### PROBLEM DETAILS
Would you write out the entries below word for word, omitting the pictures?

Collected data:
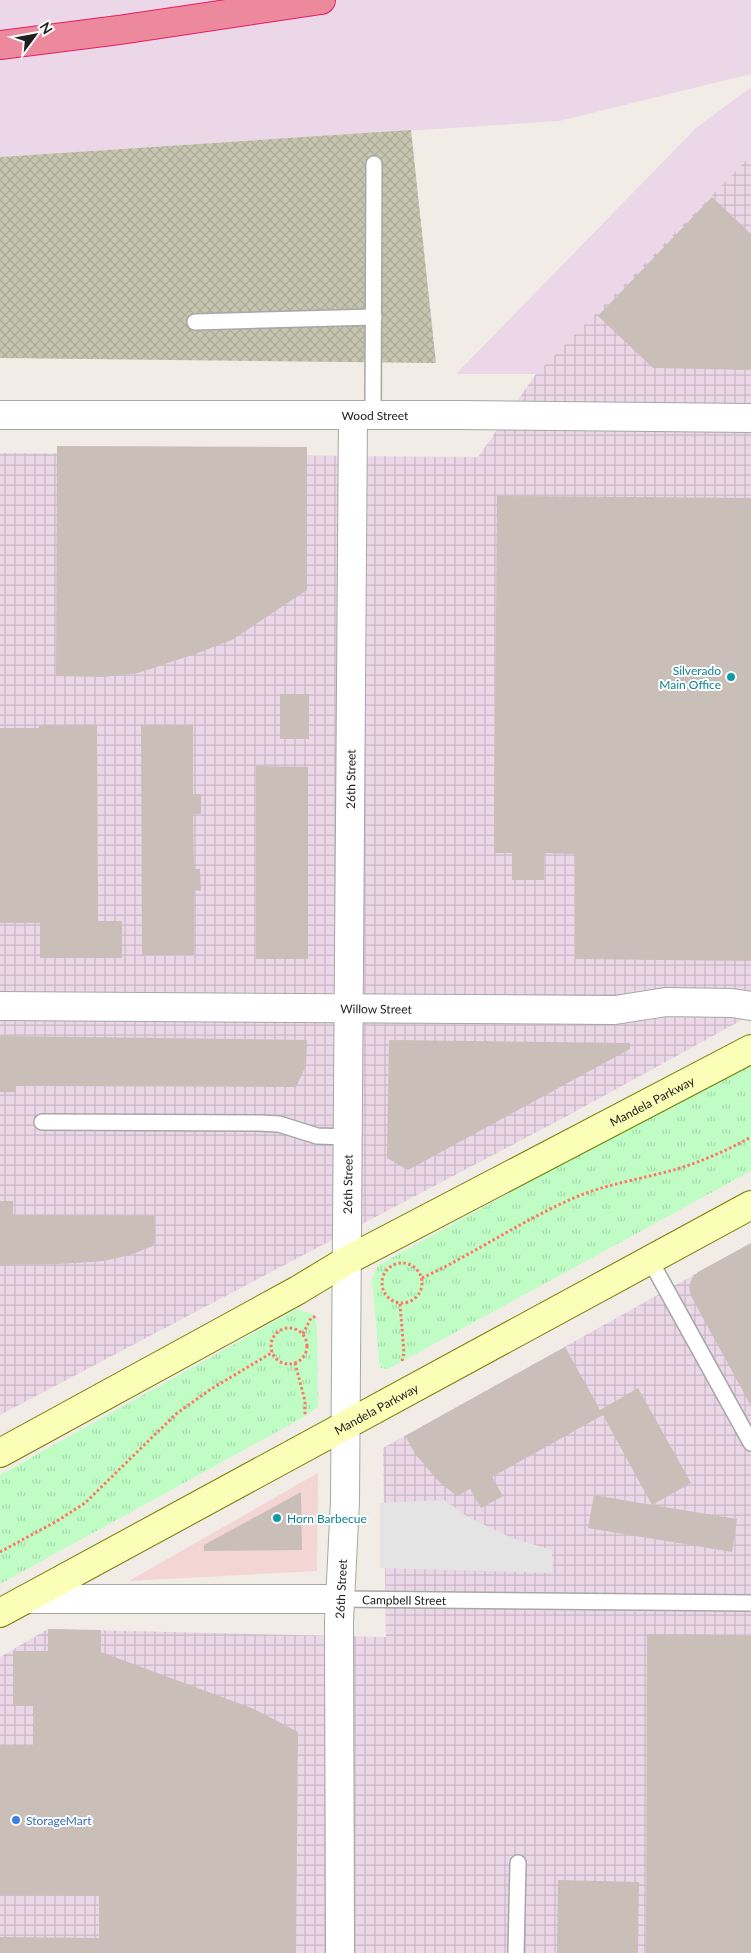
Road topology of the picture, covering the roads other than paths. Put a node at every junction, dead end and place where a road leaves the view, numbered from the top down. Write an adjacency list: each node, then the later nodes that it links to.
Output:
1 (321, 0): 2 (highway)
2 (0, 45)
3 (374, 164): 4 (lane)
4 (374, 317): 5 (lane); 7 (lane)
5 (195, 322)
6 (0, 415): 7 (street, Wood Street)
7 (363, 416): 8 (street, Wood Street); 11 (street, 26th Street)
8 (751, 418)
9 (0, 1006): 11 (street, Willow Street)
10 (751, 1006): 11 (street, Willow Street)
11 (349, 1010): 14 (street, 26th Street)
12 (751, 1049): 17 (main road, Mandela Parkway)
13 (42, 1122): 14 (lane)
14 (347, 1137): 17 (street, 26th Street)
15 (751, 1205): 16 (main road, Mandela Parkway)
16 (650, 1260): 18 (main road, Mandela Parkway); 19 (lane)
17 (346, 1261): 18 (street, 26th Street); 20 (main road, Mandela Parkway)
18 (345, 1424): 21 (main road, Mandela Parkway); 22 (street, 26th Street)
19 (751, 1444)
20 (0, 1453)
21 (26, 1599): 22 (street, Campbell Street); 24 (main road, Mandela Parkway)
22 (339, 1599): 23 (lane, Campbell Street); 26 (street, 26th Street)
23 (751, 1603)
24 (0, 1613)
25 (518, 1864): 27 (lane)
26 (340, 1953)
27 (516, 1953)

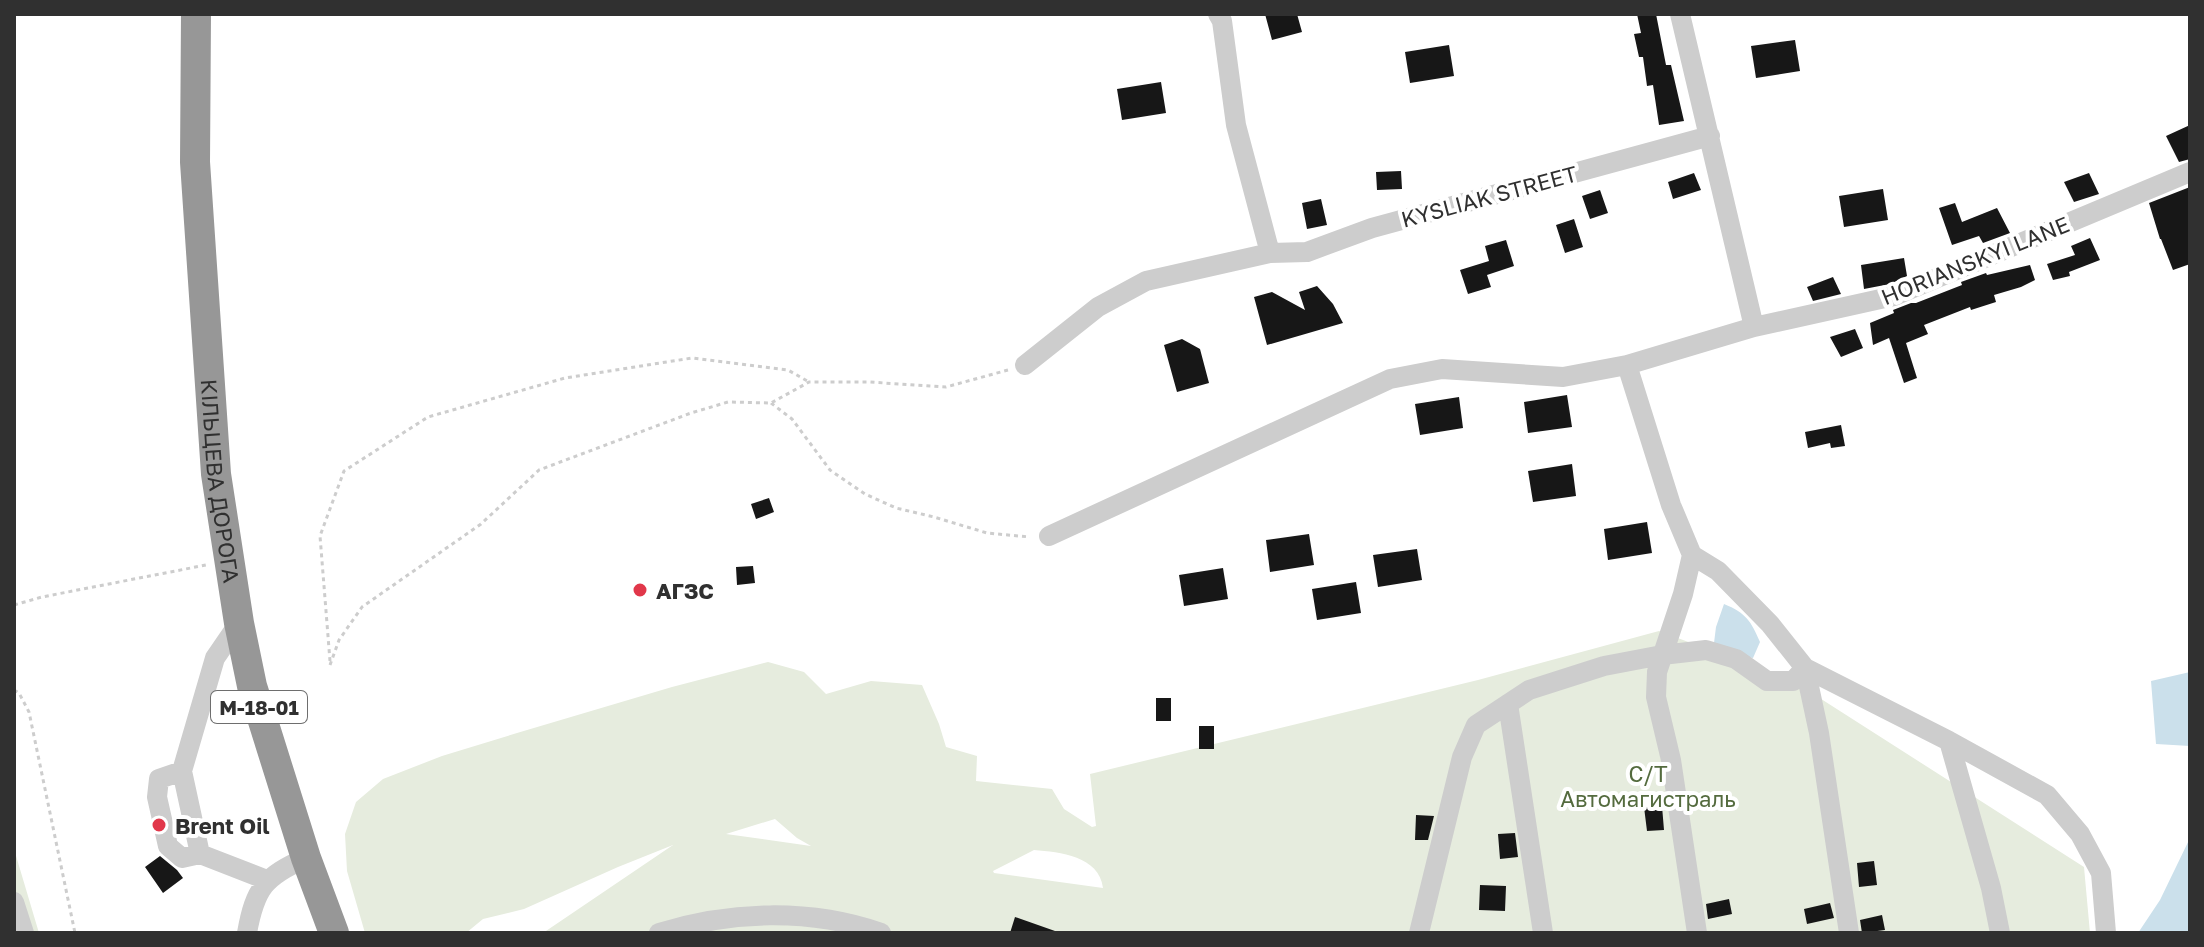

### COMPLETED TASK
Road topology of the picture, covering the roads other than paths. Put a node at every junction, dead end and place where a road leaves the view, numbered from the top down. Write an adjacency list: each node, then the later nodes that it links to.
Output:
1 (321, 0): 2 (highway)
2 (0, 45)
3 (374, 164): 4 (lane)
4 (374, 317): 5 (lane); 7 (lane)
5 (195, 322)
6 (0, 415): 7 (street, Wood Street)
7 (363, 416): 8 (street, Wood Street); 11 (street, 26th Street)
8 (751, 418)
9 (0, 1006): 11 (street, Willow Street)
10 (751, 1006): 11 (street, Willow Street)
11 (349, 1010): 14 (street, 26th Street)
12 (751, 1049): 17 (main road, Mandela Parkway)
13 (42, 1122): 14 (lane)
14 (347, 1137): 17 (street, 26th Street)
15 (751, 1205): 16 (main road, Mandela Parkway)
16 (650, 1260): 18 (main road, Mandela Parkway); 19 (lane)
17 (346, 1261): 18 (street, 26th Street); 20 (main road, Mandela Parkway)
18 (345, 1424): 21 (main road, Mandela Parkway); 22 (street, 26th Street)
19 (751, 1444)
20 (0, 1453)
21 (26, 1599): 22 (street, Campbell Street); 24 (main road, Mandela Parkway)
22 (339, 1599): 23 (lane, Campbell Street); 26 (street, 26th Street)
23 (751, 1603)
24 (0, 1613)
25 (518, 1864): 27 (lane)
26 (340, 1953)
27 (516, 1953)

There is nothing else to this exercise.